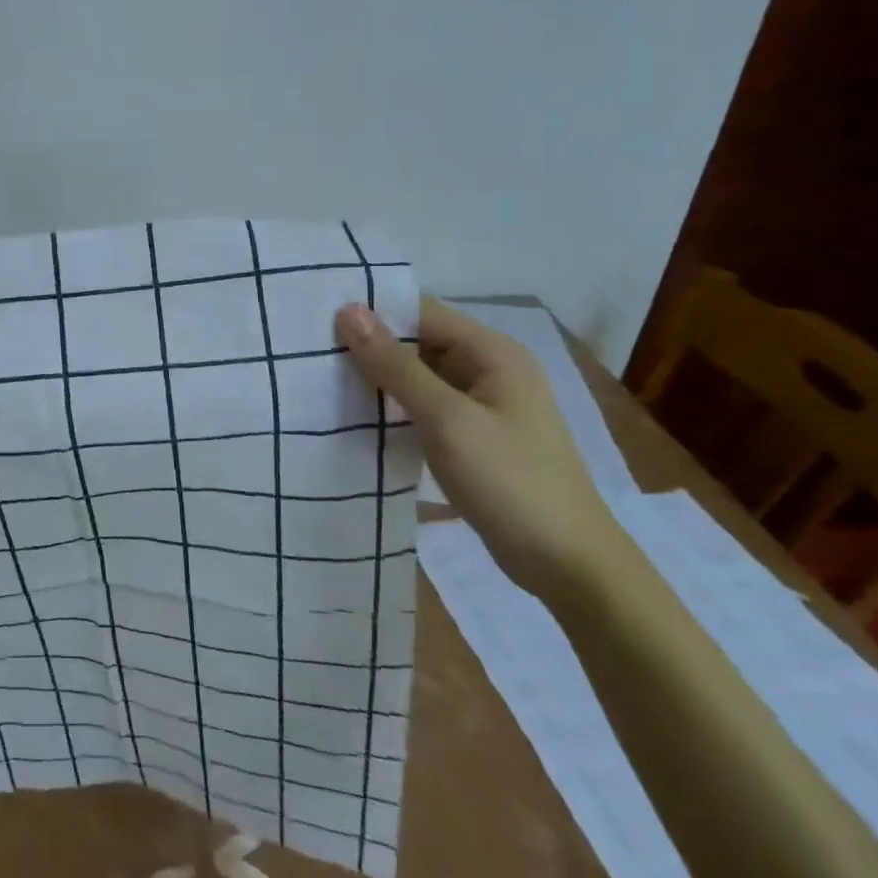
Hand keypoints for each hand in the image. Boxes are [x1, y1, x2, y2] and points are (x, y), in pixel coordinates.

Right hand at [335, 297, 620, 598]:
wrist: (568, 566)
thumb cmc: (510, 482)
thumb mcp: (447, 419)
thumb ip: (396, 365)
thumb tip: (348, 311)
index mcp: (493, 353)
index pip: (421, 312)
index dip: (372, 312)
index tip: (318, 321)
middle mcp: (489, 369)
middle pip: (418, 341)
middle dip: (369, 346)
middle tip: (309, 353)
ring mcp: (482, 405)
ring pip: (417, 376)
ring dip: (377, 378)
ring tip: (320, 380)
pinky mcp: (472, 436)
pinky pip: (423, 407)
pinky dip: (393, 407)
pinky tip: (355, 416)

◆ ◆ ◆ ◆

• [WORK INSTRUCTION]
From the listing above, return every line that contains the word "index".

• [ANSWER BOX]
index mcp: (493, 353)
index pip: (421, 312)
index dip: (372, 312)
index tip: (318, 321)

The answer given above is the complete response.